- **PROBLEM TO WORK ON**: Please output all of the entries exactly and omit any images they hold.

BEGIN DATASET RECORDS

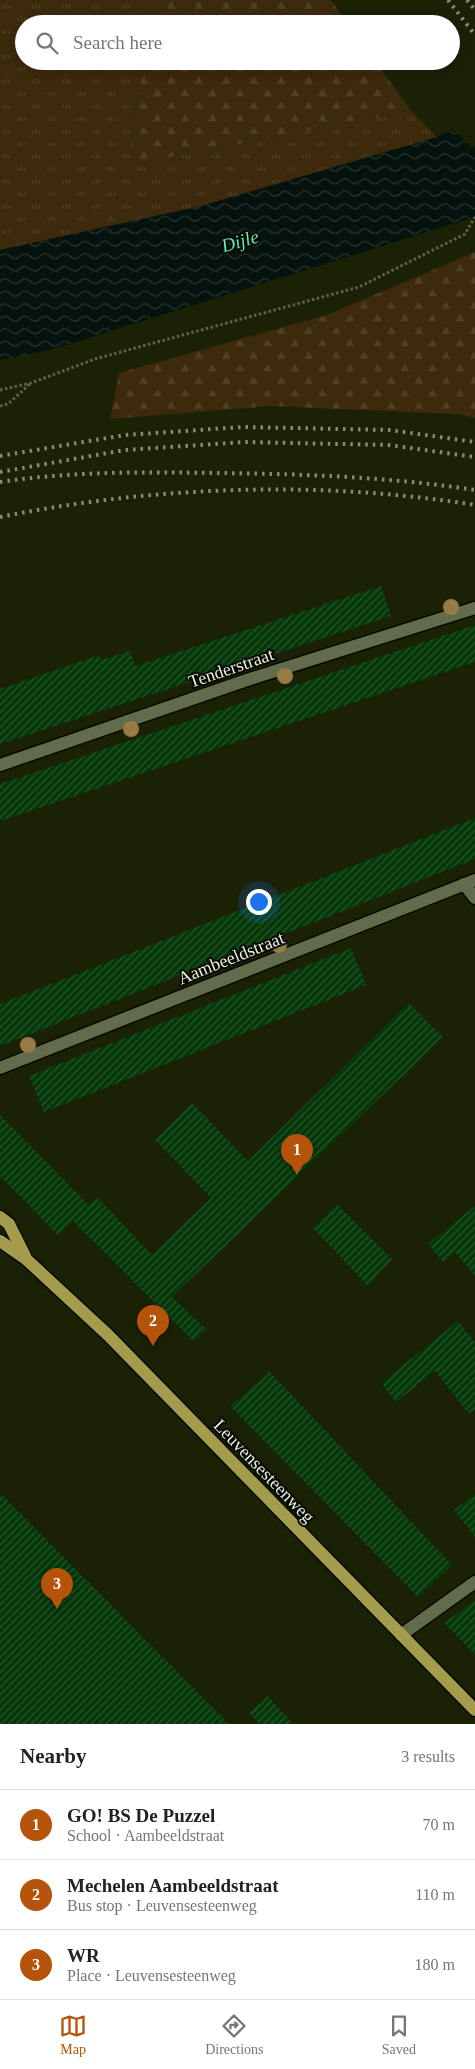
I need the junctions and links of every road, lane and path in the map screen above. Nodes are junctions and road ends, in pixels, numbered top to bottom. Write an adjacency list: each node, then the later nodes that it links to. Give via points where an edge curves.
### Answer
1 (475, 217): 2 (path, via 465,234 359,287 95,359)
2 (31, 383): 3 (path); 4 (path, via 8,404)
3 (0, 390)
4 (0, 406)
5 (475, 608): 6 (street, Tenderstraat, via 247,680)
6 (0, 765)
7 (470, 882): 8 (street); 9 (street, Aambeeldstraat)
8 (475, 898)
9 (0, 1068)
10 (0, 1216): 12 (main road, Leuvensesteenweg, via 9,1224)
11 (0, 1241): 12 (main road, Leuvensesteenweg)
12 (26, 1259): 14 (main road, Leuvensesteenweg, via 108,1335)
13 (475, 1582): 14 (street)
14 (401, 1635): 15 (main road, Leuvensesteenweg)
15 (475, 1710)

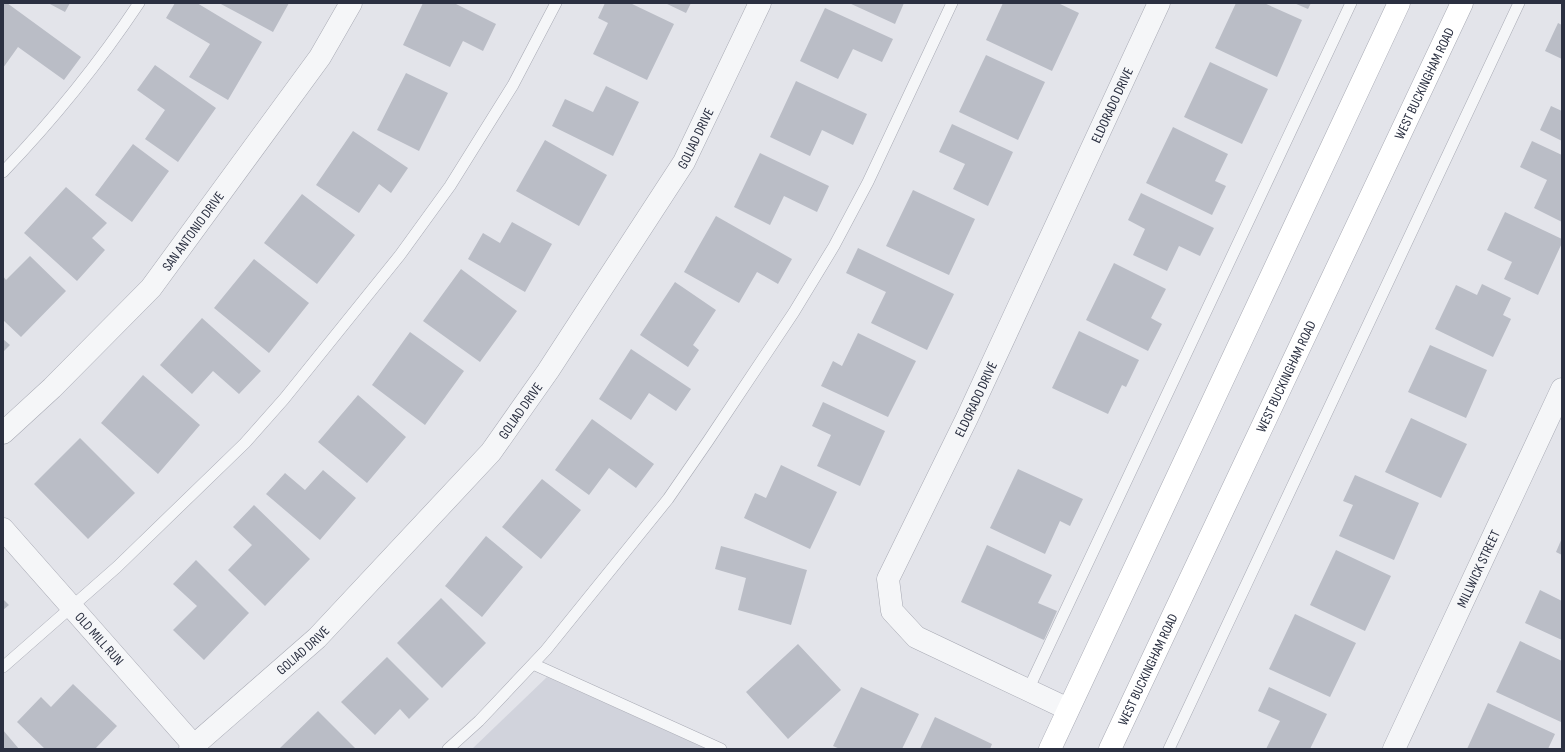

END DATASET RECORDS

- **ANSWER SECTION**:
I need the junctions and links of every road, lane and path in the map screen above. Nodes are junctions and road ends, in pixels, numbered top to bottom. Write an adjacency list: each node, then the later nodes that it links to. Give via points where an edge curves.
### Answer
1 (475, 217): 2 (path, via 465,234 359,287 95,359)
2 (31, 383): 3 (path); 4 (path, via 8,404)
3 (0, 390)
4 (0, 406)
5 (475, 608): 6 (street, Tenderstraat, via 247,680)
6 (0, 765)
7 (470, 882): 8 (street); 9 (street, Aambeeldstraat)
8 (475, 898)
9 (0, 1068)
10 (0, 1216): 12 (main road, Leuvensesteenweg, via 9,1224)
11 (0, 1241): 12 (main road, Leuvensesteenweg)
12 (26, 1259): 14 (main road, Leuvensesteenweg, via 108,1335)
13 (475, 1582): 14 (street)
14 (401, 1635): 15 (main road, Leuvensesteenweg)
15 (475, 1710)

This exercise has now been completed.